Article

Dr Terrance Mayes and Dr Loretta Erhunmwunsee Discuss Leadership Roles for NCCN Forum on Equity

Author(s):

Terrance Mayes, EdD, and Loretta Erhunmwunsee, MD, FACS, discuss their new roles as chair and vice-chair, respectively, of the National Comprehensive Cancer Network’s (NCCN) new Diversity, Equity, & Inclusion (DEI) Directors Forum.

The National Comprehensive Cancer Network (NCCN) recently announced the appointment of a chair and vice-chair to lead its new Diversity, Equity, & Inclusion (DEI) Directors Forum.

Terrance Mayes, EdD, inaugural associate dean and executive director for Strategy, Equity, and Inclusion for the Stanford Medicine Enterprise Strategy Team, and Loretta Erhunmwunsee, MD, FACS, thoracic surgeon and an assistant professor in City of Hope’s Division of Thoracic Surgery and Division of Health Inequities, respectively, will serve as chair and vice-chair.

Erhunmwunsee and Mayes, who also serves as executive director of the Commission on Justice and Equity at Stanford Medicine, and associate director for DEI at the Stanford Cancer Institute, discuss their goals and priorities in their new roles to support DEI efforts at NCCN’s academic cancer centers nationwide.


Transcript

Dr Mayes, can you speak on your goals and priorities as chair of the NCCN DEI Directors Forum?

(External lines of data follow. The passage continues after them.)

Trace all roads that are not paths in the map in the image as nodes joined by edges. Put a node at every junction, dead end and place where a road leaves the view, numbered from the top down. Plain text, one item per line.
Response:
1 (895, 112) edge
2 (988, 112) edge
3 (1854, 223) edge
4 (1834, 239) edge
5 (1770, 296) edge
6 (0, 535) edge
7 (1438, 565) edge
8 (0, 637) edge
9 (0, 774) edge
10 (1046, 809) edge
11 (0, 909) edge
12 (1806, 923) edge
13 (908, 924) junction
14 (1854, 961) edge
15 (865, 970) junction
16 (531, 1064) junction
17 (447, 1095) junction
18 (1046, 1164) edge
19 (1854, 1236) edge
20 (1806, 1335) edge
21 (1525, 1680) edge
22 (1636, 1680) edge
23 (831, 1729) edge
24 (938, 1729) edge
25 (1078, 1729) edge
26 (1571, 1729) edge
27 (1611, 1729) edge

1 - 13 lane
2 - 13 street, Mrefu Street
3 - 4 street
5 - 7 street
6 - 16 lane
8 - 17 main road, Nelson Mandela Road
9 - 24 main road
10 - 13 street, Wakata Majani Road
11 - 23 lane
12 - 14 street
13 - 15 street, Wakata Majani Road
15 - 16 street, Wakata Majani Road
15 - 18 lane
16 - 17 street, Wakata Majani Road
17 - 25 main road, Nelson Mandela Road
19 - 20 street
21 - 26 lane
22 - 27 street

Mayes: I was honored to be appointed the inaugural chair of the NCCN DEI Forum. The National Comprehensive Cancer Network, or NCCN, as it's called, is an alliance of 32 leading cancer centers, all of whom are really devoted to patient care, research, and education. And Stanford is a proud founding member of this network, we joined in the 90s.

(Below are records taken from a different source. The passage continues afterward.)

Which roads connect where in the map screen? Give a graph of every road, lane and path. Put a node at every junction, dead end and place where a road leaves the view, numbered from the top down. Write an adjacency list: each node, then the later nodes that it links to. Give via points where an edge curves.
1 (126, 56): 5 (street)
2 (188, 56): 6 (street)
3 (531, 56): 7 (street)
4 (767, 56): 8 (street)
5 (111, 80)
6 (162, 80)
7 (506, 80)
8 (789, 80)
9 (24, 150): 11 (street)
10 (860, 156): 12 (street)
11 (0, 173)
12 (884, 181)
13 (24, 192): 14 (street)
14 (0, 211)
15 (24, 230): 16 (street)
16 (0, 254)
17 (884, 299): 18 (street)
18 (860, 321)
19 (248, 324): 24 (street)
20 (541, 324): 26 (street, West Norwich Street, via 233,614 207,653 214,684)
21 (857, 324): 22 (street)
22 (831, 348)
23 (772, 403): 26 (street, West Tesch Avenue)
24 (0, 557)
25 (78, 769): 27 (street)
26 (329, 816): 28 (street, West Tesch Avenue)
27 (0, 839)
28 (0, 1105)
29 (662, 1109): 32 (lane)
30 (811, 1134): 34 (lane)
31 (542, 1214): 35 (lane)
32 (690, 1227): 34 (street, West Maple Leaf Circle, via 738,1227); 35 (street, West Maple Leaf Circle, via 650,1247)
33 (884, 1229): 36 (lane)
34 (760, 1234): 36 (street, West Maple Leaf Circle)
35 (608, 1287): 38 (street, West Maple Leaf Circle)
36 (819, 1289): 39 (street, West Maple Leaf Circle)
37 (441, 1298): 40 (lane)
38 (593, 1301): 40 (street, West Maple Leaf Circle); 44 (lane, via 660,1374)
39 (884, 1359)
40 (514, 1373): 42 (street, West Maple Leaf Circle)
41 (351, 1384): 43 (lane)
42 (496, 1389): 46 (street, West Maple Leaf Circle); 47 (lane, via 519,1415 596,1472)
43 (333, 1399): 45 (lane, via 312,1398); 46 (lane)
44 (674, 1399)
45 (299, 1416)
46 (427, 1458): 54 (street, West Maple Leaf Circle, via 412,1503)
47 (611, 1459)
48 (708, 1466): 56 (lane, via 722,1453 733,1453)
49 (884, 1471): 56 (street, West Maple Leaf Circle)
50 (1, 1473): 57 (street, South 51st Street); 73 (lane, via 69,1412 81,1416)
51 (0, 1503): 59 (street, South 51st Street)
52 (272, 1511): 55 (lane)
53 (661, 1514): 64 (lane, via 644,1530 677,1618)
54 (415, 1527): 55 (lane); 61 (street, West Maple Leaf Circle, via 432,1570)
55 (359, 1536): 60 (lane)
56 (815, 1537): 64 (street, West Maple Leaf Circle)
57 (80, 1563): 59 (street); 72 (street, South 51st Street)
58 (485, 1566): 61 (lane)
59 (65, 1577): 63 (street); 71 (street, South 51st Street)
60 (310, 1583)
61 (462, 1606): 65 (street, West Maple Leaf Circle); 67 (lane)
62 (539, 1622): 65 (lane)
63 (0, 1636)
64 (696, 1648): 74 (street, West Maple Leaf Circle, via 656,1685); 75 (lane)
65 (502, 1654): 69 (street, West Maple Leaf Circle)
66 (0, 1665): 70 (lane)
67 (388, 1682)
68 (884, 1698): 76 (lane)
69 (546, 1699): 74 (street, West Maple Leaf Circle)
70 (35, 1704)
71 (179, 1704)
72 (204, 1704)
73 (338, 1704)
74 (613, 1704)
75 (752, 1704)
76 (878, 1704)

The NCCN has long advocated for policies and practices to achieve equitable and accessible cancer care. But in recent years, and especially after the violence against Black Americans in the summer of 2020, the NCCN, like many organizations around the world, began to place a much greater and much needed focus on identifying and dismantling those deep rooted historical, social, and structural barriers—barriers that have hampered progress, including barriers such as racism, and other forms of discrimination.

So, I'm really proud to be a part of this group. The NCCN is established as a community of subject matter experts, really working together to address many of the issues that I just mentioned. And doing so through shared best practices, through policy, advocacy, at all levels, and through education, and that's what I am hoping we will do together as a community.

Dr Erhunmwunsee, can you speak on your goals and priorities as vice-chair of the NCCN DEI Directors Forum?

Erhunmwunsee: So, honestly, to achieve health equity, it is imperative that we attain true DEI within our workforce. And thus, we must move away from informative measures that simply discuss the benefits of DEI without any real change—instead start making the cancer centers and institutions truly diverse, inclusive, and equitable.

Right now, there are just too few [minorities] represented in medicine, in the workforce, and certainly in leadership. Even if they are there, they frequently experience isolation. And the truth is, this has to change. So, we at the new DEI Directors Forum hope to provide a venue for DEI leaders to show best practices and challenges regarding advancing DEI initiatives at their respective centers and to develop recommendations of new policies and practices to actually support DEI efforts so that we can get to a point where our workforce is truly diverse, inclusive, and equitable, and our patients therefore benefit and we can really walk towards health equity.